(AIM OF THE TASK): Below is a listing. Quote from it, exactly, the lines from the one containing "thumb tip: (656, 417)" down to the one containing "index pip: (824, 244)", both ends included, and nothing else.

(DATA SECTION):

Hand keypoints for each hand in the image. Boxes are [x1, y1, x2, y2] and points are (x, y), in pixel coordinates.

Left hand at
...
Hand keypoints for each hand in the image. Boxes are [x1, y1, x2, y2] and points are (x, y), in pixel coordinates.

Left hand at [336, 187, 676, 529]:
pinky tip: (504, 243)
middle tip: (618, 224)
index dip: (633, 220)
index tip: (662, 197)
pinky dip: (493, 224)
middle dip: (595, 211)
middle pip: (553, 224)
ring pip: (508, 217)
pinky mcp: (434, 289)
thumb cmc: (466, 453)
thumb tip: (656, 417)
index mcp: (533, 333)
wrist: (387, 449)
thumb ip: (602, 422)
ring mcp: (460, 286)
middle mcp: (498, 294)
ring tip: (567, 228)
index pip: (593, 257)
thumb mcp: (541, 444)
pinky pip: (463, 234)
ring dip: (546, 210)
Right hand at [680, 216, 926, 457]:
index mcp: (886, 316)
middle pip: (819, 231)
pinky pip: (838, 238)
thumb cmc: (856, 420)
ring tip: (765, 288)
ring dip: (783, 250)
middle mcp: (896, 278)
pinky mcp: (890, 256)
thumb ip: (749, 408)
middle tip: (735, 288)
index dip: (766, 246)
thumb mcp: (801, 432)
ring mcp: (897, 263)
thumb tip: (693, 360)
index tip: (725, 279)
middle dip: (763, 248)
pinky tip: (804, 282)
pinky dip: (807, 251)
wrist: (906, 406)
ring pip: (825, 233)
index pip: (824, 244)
==
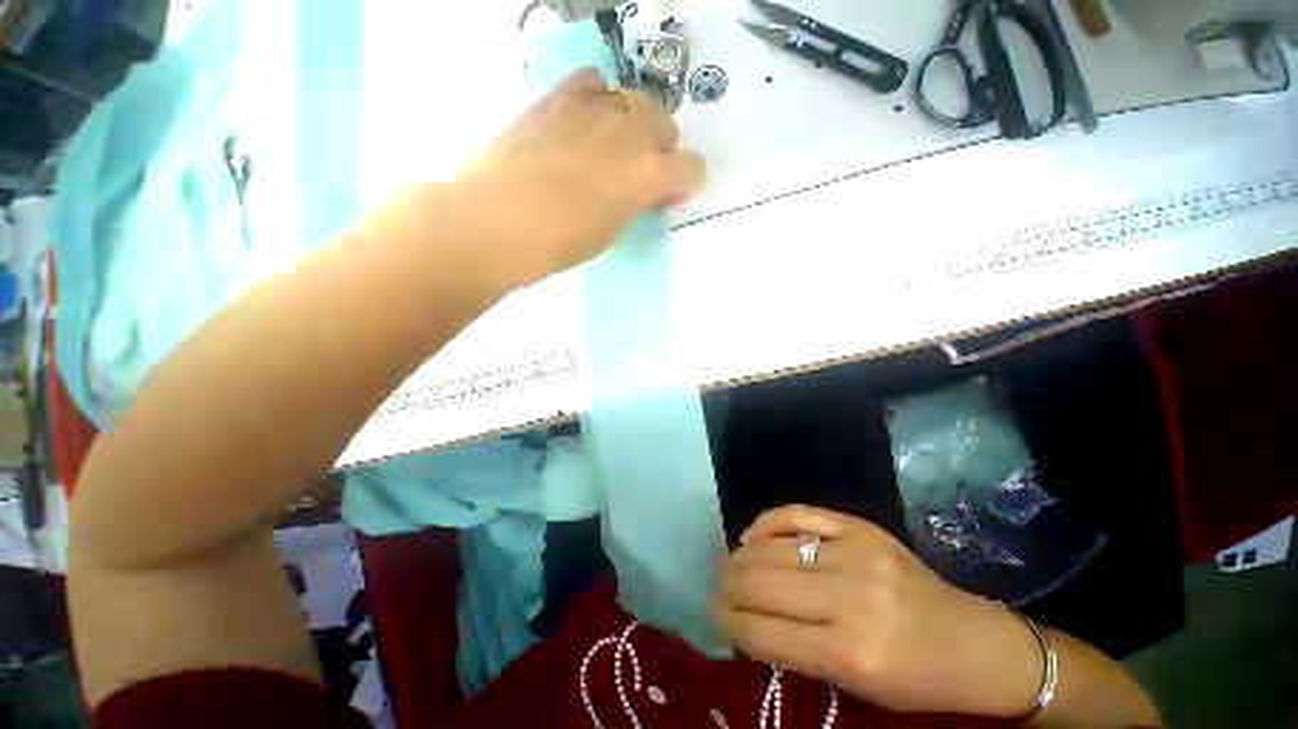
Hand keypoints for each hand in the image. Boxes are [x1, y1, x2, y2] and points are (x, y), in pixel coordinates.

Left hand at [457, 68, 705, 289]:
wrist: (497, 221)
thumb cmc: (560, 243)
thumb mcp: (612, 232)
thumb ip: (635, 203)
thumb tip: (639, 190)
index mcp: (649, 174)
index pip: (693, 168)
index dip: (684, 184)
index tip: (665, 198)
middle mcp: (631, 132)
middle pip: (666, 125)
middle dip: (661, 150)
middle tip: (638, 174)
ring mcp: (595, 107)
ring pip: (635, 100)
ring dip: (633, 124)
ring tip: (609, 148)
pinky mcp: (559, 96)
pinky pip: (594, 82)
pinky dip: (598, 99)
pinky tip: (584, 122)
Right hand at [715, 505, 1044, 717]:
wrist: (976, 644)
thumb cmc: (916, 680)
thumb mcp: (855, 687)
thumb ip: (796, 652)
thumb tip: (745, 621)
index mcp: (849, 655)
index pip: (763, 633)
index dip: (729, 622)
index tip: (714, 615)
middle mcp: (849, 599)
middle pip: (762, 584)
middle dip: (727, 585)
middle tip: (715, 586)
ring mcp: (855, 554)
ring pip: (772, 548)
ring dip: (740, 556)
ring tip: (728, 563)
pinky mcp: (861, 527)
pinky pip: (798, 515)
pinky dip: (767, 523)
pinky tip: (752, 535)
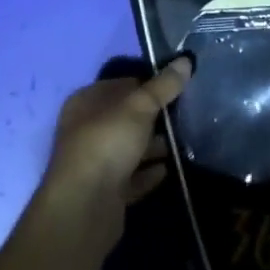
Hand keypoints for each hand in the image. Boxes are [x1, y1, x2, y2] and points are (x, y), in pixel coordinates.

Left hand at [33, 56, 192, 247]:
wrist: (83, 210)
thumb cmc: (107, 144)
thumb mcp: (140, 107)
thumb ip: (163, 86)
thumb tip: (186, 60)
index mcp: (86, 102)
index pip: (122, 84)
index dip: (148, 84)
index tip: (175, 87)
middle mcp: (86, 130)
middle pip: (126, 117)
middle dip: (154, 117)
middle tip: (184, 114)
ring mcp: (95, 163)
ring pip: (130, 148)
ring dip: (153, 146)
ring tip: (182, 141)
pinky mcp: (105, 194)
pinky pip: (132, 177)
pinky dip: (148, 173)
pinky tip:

(RESULT OF THIS TASK):
thumb tip: (656, 417)
index mcp: (533, 333)
wrist: (387, 449)
thumb ip: (602, 422)
ring mcp: (460, 286)
middle mcp: (498, 294)
ring tip: (567, 228)
index pip: (593, 257)
thumb mcp: (541, 444)
pinky pip: (463, 234)
ring dip: (546, 210)
Right hand at [680, 216, 926, 457]:
index mcp: (886, 316)
middle pip: (819, 231)
pinky pip: (838, 238)
thumb cmc: (856, 420)
ring tip: (765, 288)
ring dip: (783, 250)
middle mcp: (896, 278)
pinky mcp: (890, 256)
thumb ip: (749, 408)
middle tip: (735, 288)
index dip: (766, 246)
thumb mcp: (801, 432)
ring mcp: (897, 263)
thumb tip: (693, 360)
index tip: (725, 279)
middle dip: (763, 248)
pinky tip: (804, 282)
pinky dip: (807, 251)
wrist: (906, 406)
ring pip: (825, 233)
index pip: (824, 244)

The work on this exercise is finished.